EXERCISE DIRECTIONS: Verbatim transcription with images omitted: return the entries below in full.

EXERCISE INPUTS:
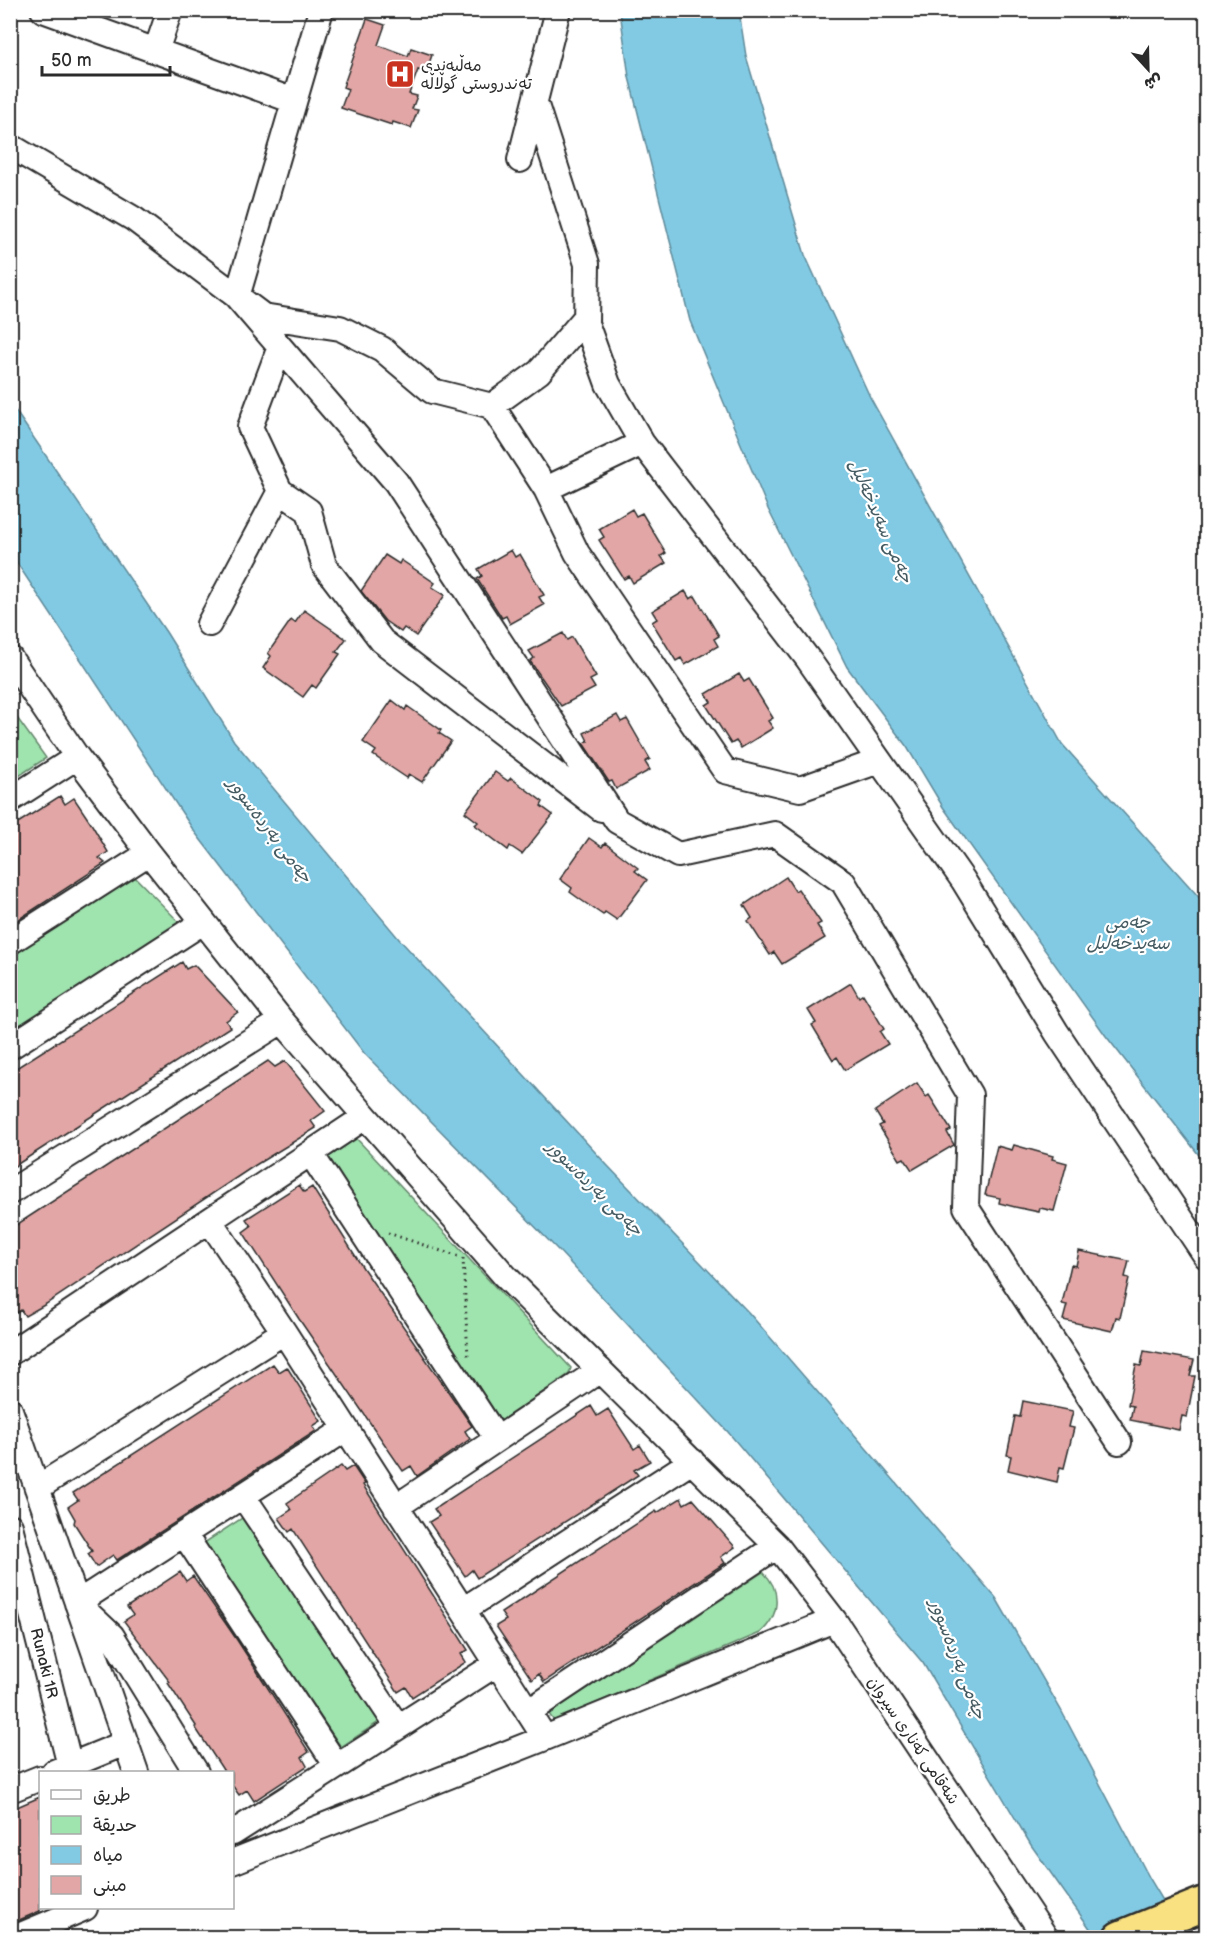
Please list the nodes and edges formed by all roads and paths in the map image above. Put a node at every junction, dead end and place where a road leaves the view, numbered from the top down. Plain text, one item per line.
1 (44, 10) edge
2 (170, 10) edge
3 (321, 10) edge
4 (558, 10) edge
5 (156, 51) junction
6 (294, 101) junction
7 (535, 102) junction
8 (10, 146) edge
9 (520, 160) dead end
10 (237, 297) junction
11 (586, 317) junction
12 (280, 347) junction
13 (492, 406) junction
14 (642, 443) junction
15 (546, 489) junction
16 (280, 491) junction
17 (209, 624) dead end
18 (10, 658) edge
19 (20, 693) edge
20 (77, 757) junction
21 (879, 761) junction
22 (10, 800) edge
23 (616, 821) junction
24 (149, 853) junction
25 (203, 922) junction
26 (10, 942) edge
27 (282, 1022) junction
28 (10, 1047) edge
29 (366, 1117) junction
30 (311, 1154) junction
31 (10, 1192) edge
32 (210, 1221) junction
33 (355, 1222) junction
34 (1206, 1256) edge
35 (284, 1332) junction
36 (10, 1353) edge
37 (600, 1370) junction
38 (470, 1397) junction
39 (10, 1410) edge
40 (346, 1429) junction
41 (497, 1439) junction
42 (1119, 1442) dead end
43 (692, 1461) junction
44 (37, 1488) junction
45 (243, 1496) junction
46 (396, 1507) junction
47 (10, 1526) edge
48 (184, 1534) junction
49 (777, 1546) junction
50 (76, 1603) junction
51 (463, 1610) junction
52 (834, 1620) junction
53 (498, 1664) junction
54 (528, 1712) junction
55 (398, 1727) junction
56 (545, 1738) junction
57 (124, 1743) junction
58 (337, 1766) junction
59 (62, 1769) edge
60 (135, 1771) edge
61 (195, 1771) edge
62 (39, 1778) edge
63 (10, 1790) edge
64 (234, 1831) edge
65 (234, 1836) edge
66 (240, 1859) edge
67 (1198, 1906) edge
68 (83, 1909) edge
69 (14, 1938) edge
70 (1046, 1938) edge
71 (1120, 1938) edge

1 - 5 street
2 - 5 street
3 - 6 street
4 - 7 street
5 - 6 street
6 - 10 street
7 - 9 street
7 - 11 street
8 - 10 street
10 - 12 street
10 - 13 street
11 - 13 street
11 - 14 street
12 - 16 street
12 - 23 street
13 - 15 street
14 - 15 street
14 - 21 street
15 - 21 street
16 - 17 street
16 - 23 street
18 - 19 street, شەقامی کەناری سیروان
19 - 20 street, شەقامی کەناری سیروان
20 - 22 street
20 - 24 street, شەقامی کەناری سیروان
21 - 34 street
23 - 42 street
24 - 25 street, شەقامی کەناری سیروان
24 - 26 street
25 - 27 street, شەقامی کەناری سیروان
25 - 28 street
27 - 29 street, شەقامی کەناری سیروان
27 - 31 street
29 - 30 street
29 - 37 street, شەقامی کەناری سیروان
30 - 32 street
30 - 33 street
32 - 35 street
32 - 36 street
33 - 38 street
33 - 38 path
35 - 40 street
35 - 44 street
37 - 41 street
37 - 43 street, شەقامی کەناری سیروان
38 - 41 street
39 - 44 street
40 - 45 street
40 - 46 street
41 - 46 street
43 - 49 street, شەقامی کەناری سیروان
43 - 51 street
44 - 50 street
45 - 48 street
45 - 55 street
46 - 51 street
47 - 59 street, Runaki 1R
48 - 50 street
48 - 58 street
49 - 52 street, شەقامی کەناری سیروان
49 - 54 street
50 - 57 street
50 - 61 street
51 - 53 street
52 - 56 street
52 - 70 street, شەقامی کەناری سیروان
53 - 54 street
53 - 55 street
54 - 56 street
55 - 58 street
56 - 66 street
57 - 59 street
57 - 60 street
58 - 64 street
62 - 63 street
65 - 66 street
67 - 71 highway
68 - 69 street

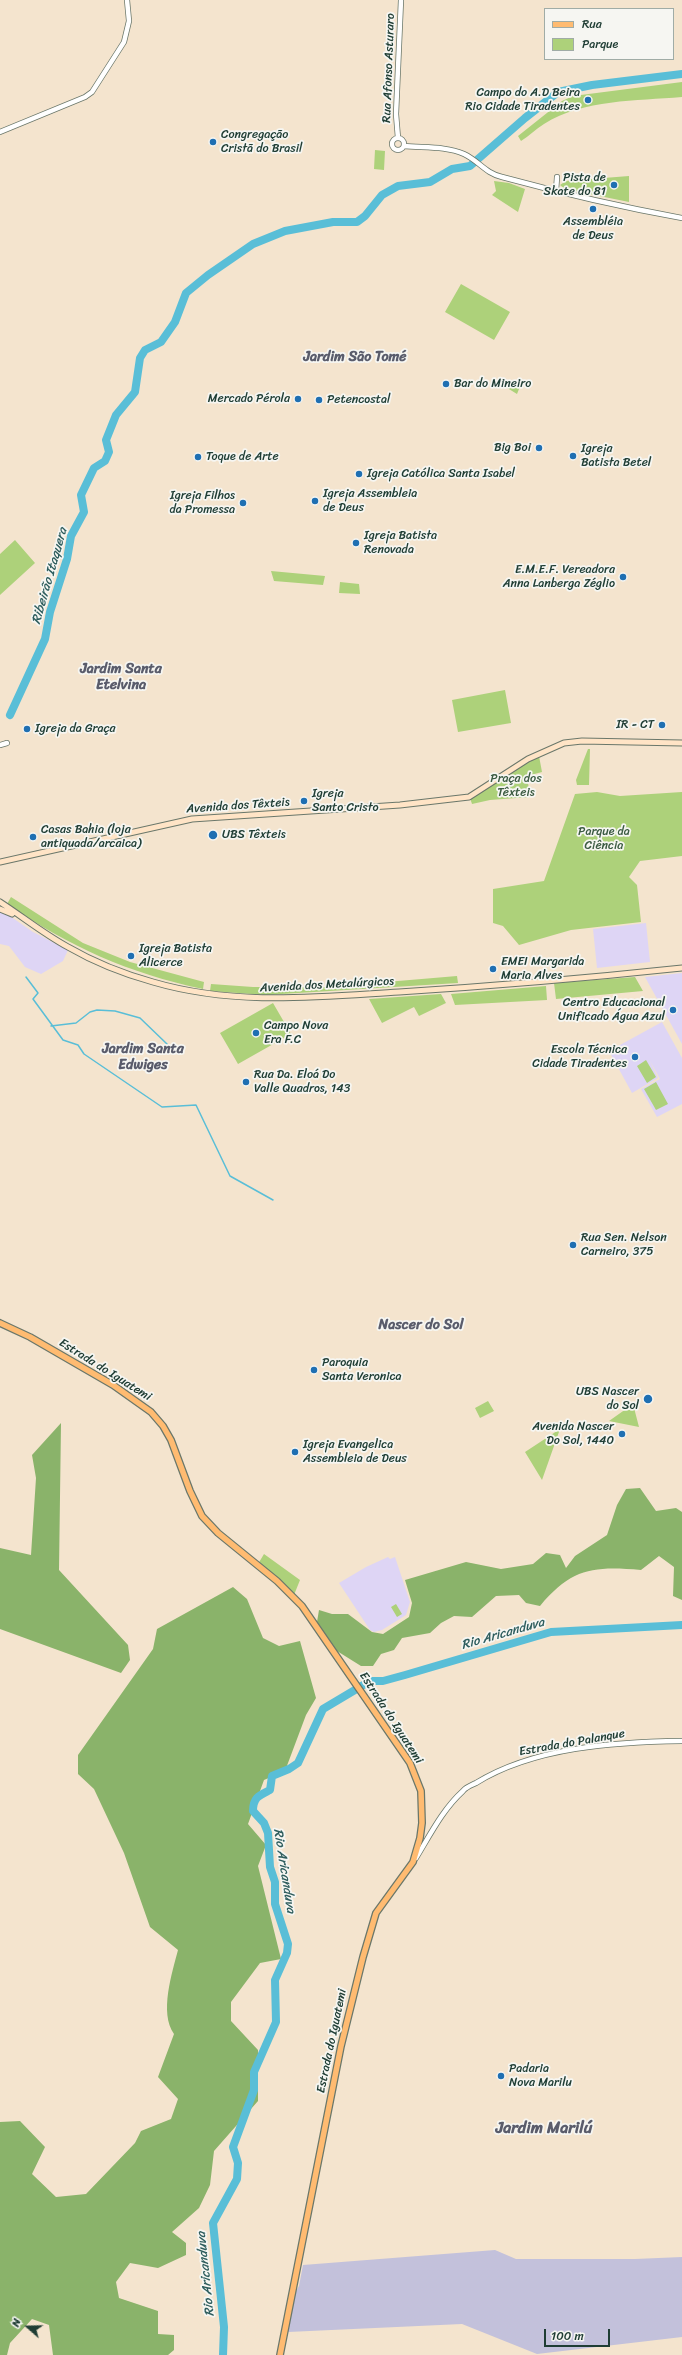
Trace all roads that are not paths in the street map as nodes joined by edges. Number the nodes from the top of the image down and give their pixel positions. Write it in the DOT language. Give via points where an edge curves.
graph roads {
  1 [pos="127,0"];
  2 [pos="401,0"];
  3 [pos="0,132"];
  4 [pos="398,138"];
  5 [pos="404,146"];
  6 [pos="557,177"];
  7 [pos="556,191"];
  8 [pos="682,218"];
  9 [pos="7,743"];
  10 [pos="682,743"];
  11 [pos="0,745"];
  12 [pos="0,862"];
  13 [pos="0,902"];
  14 [pos="0,909"];
  15 [pos="21,918"];
  16 [pos="682,968"];
  17 [pos="0,1323"];
  18 [pos="682,1741"];
  19 [pos="413,1862"];
  20 [pos="280,2355"];
  1 -- 3 [label="street" via="129,21 124,42 92,92"];
  2 -- 4 [label="street, Rua Afonso Asturaro" via="396,114"];
  4 -- 5 [label="street, Rua Afonso Asturaro" via="403,140"];
  4 -- 5 [label="street, Rua Afonso Asturaro" via="392,142 393,148 399,150"];
  5 -- 7 [label="street" via="462,153 491,174"];
  6 -- 7 [label="street"];
  7 -- 8 [label="street"];
  9 -- 11 [label="street"];
  10 -- 12 [label="main road, Avenida dos Têxteis" via="564,743 528,759 469,797 400,805 192,819"];
  13 -- 15 [label="main road, Avenida dos Metalúrgicos"];
  14 -- 15 [label="main road, Avenida dos Metalúrgicos"];
  15 -- 16 [label="main road, Avenida dos Metalúrgicos" via="68,947 126,974 188,990 244,998 276,999 432,990"];
  17 -- 19 [label="main road, Estrada do Iguatemi" via="30,1337 113,1385 151,1412 171,1440 202,1516 294,1597 318,1627 410,1763 419,1784 422,1828"];
  18 -- 19 [label="street, Estrada do Palanque" via="617,1744 539,1757 492,1772 464,1790 450,1806"];
  19 -- 20 [label="main road, Estrada do Iguatemi" via="380,1906 363,1957 324,2128"];
}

RESULT:
Please list the nodes and edges formed by all roads and paths in the map image above. Put a node at every junction, dead end and place where a road leaves the view, numbered from the top down. Plain text, one item per line.
1 (44, 10) edge
2 (170, 10) edge
3 (321, 10) edge
4 (558, 10) edge
5 (156, 51) junction
6 (294, 101) junction
7 (535, 102) junction
8 (10, 146) edge
9 (520, 160) dead end
10 (237, 297) junction
11 (586, 317) junction
12 (280, 347) junction
13 (492, 406) junction
14 (642, 443) junction
15 (546, 489) junction
16 (280, 491) junction
17 (209, 624) dead end
18 (10, 658) edge
19 (20, 693) edge
20 (77, 757) junction
21 (879, 761) junction
22 (10, 800) edge
23 (616, 821) junction
24 (149, 853) junction
25 (203, 922) junction
26 (10, 942) edge
27 (282, 1022) junction
28 (10, 1047) edge
29 (366, 1117) junction
30 (311, 1154) junction
31 (10, 1192) edge
32 (210, 1221) junction
33 (355, 1222) junction
34 (1206, 1256) edge
35 (284, 1332) junction
36 (10, 1353) edge
37 (600, 1370) junction
38 (470, 1397) junction
39 (10, 1410) edge
40 (346, 1429) junction
41 (497, 1439) junction
42 (1119, 1442) dead end
43 (692, 1461) junction
44 (37, 1488) junction
45 (243, 1496) junction
46 (396, 1507) junction
47 (10, 1526) edge
48 (184, 1534) junction
49 (777, 1546) junction
50 (76, 1603) junction
51 (463, 1610) junction
52 (834, 1620) junction
53 (498, 1664) junction
54 (528, 1712) junction
55 (398, 1727) junction
56 (545, 1738) junction
57 (124, 1743) junction
58 (337, 1766) junction
59 (62, 1769) edge
60 (135, 1771) edge
61 (195, 1771) edge
62 (39, 1778) edge
63 (10, 1790) edge
64 (234, 1831) edge
65 (234, 1836) edge
66 (240, 1859) edge
67 (1198, 1906) edge
68 (83, 1909) edge
69 (14, 1938) edge
70 (1046, 1938) edge
71 (1120, 1938) edge

1 - 5 street
2 - 5 street
3 - 6 street
4 - 7 street
5 - 6 street
6 - 10 street
7 - 9 street
7 - 11 street
8 - 10 street
10 - 12 street
10 - 13 street
11 - 13 street
11 - 14 street
12 - 16 street
12 - 23 street
13 - 15 street
14 - 15 street
14 - 21 street
15 - 21 street
16 - 17 street
16 - 23 street
18 - 19 street, شەقامی کەناری سیروان
19 - 20 street, شەقامی کەناری سیروان
20 - 22 street
20 - 24 street, شەقامی کەناری سیروان
21 - 34 street
23 - 42 street
24 - 25 street, شەقامی کەناری سیروان
24 - 26 street
25 - 27 street, شەقامی کەناری سیروان
25 - 28 street
27 - 29 street, شەقامی کەناری سیروان
27 - 31 street
29 - 30 street
29 - 37 street, شەقامی کەناری سیروان
30 - 32 street
30 - 33 street
32 - 35 street
32 - 36 street
33 - 38 street
33 - 38 path
35 - 40 street
35 - 44 street
37 - 41 street
37 - 43 street, شەقامی کەناری سیروان
38 - 41 street
39 - 44 street
40 - 45 street
40 - 46 street
41 - 46 street
43 - 49 street, شەقامی کەناری سیروان
43 - 51 street
44 - 50 street
45 - 48 street
45 - 55 street
46 - 51 street
47 - 59 street, Runaki 1R
48 - 50 street
48 - 58 street
49 - 52 street, شەقامی کەناری سیروان
49 - 54 street
50 - 57 street
50 - 61 street
51 - 53 street
52 - 56 street
52 - 70 street, شەقامی کەناری سیروان
53 - 54 street
53 - 55 street
54 - 56 street
55 - 58 street
56 - 66 street
57 - 59 street
57 - 60 street
58 - 64 street
62 - 63 street
65 - 66 street
67 - 71 highway
68 - 69 street

Trace all roads that are not paths in the street map as nodes joined by edges. Number the nodes from the top of the image down and give their pixel positions. Write it in the DOT language. Give via points where an edge curves.
graph roads {
  1 [pos="127,0"];
  2 [pos="401,0"];
  3 [pos="0,132"];
  4 [pos="398,138"];
  5 [pos="404,146"];
  6 [pos="557,177"];
  7 [pos="556,191"];
  8 [pos="682,218"];
  9 [pos="7,743"];
  10 [pos="682,743"];
  11 [pos="0,745"];
  12 [pos="0,862"];
  13 [pos="0,902"];
  14 [pos="0,909"];
  15 [pos="21,918"];
  16 [pos="682,968"];
  17 [pos="0,1323"];
  18 [pos="682,1741"];
  19 [pos="413,1862"];
  20 [pos="280,2355"];
  1 -- 3 [label="street" via="129,21 124,42 92,92"];
  2 -- 4 [label="street, Rua Afonso Asturaro" via="396,114"];
  4 -- 5 [label="street, Rua Afonso Asturaro" via="403,140"];
  4 -- 5 [label="street, Rua Afonso Asturaro" via="392,142 393,148 399,150"];
  5 -- 7 [label="street" via="462,153 491,174"];
  6 -- 7 [label="street"];
  7 -- 8 [label="street"];
  9 -- 11 [label="street"];
  10 -- 12 [label="main road, Avenida dos Têxteis" via="564,743 528,759 469,797 400,805 192,819"];
  13 -- 15 [label="main road, Avenida dos Metalúrgicos"];
  14 -- 15 [label="main road, Avenida dos Metalúrgicos"];
  15 -- 16 [label="main road, Avenida dos Metalúrgicos" via="68,947 126,974 188,990 244,998 276,999 432,990"];
  17 -- 19 [label="main road, Estrada do Iguatemi" via="30,1337 113,1385 151,1412 171,1440 202,1516 294,1597 318,1627 410,1763 419,1784 422,1828"];
  18 -- 19 [label="street, Estrada do Palanque" via="617,1744 539,1757 492,1772 464,1790 450,1806"];
  19 -- 20 [label="main road, Estrada do Iguatemi" via="380,1906 363,1957 324,2128"];
}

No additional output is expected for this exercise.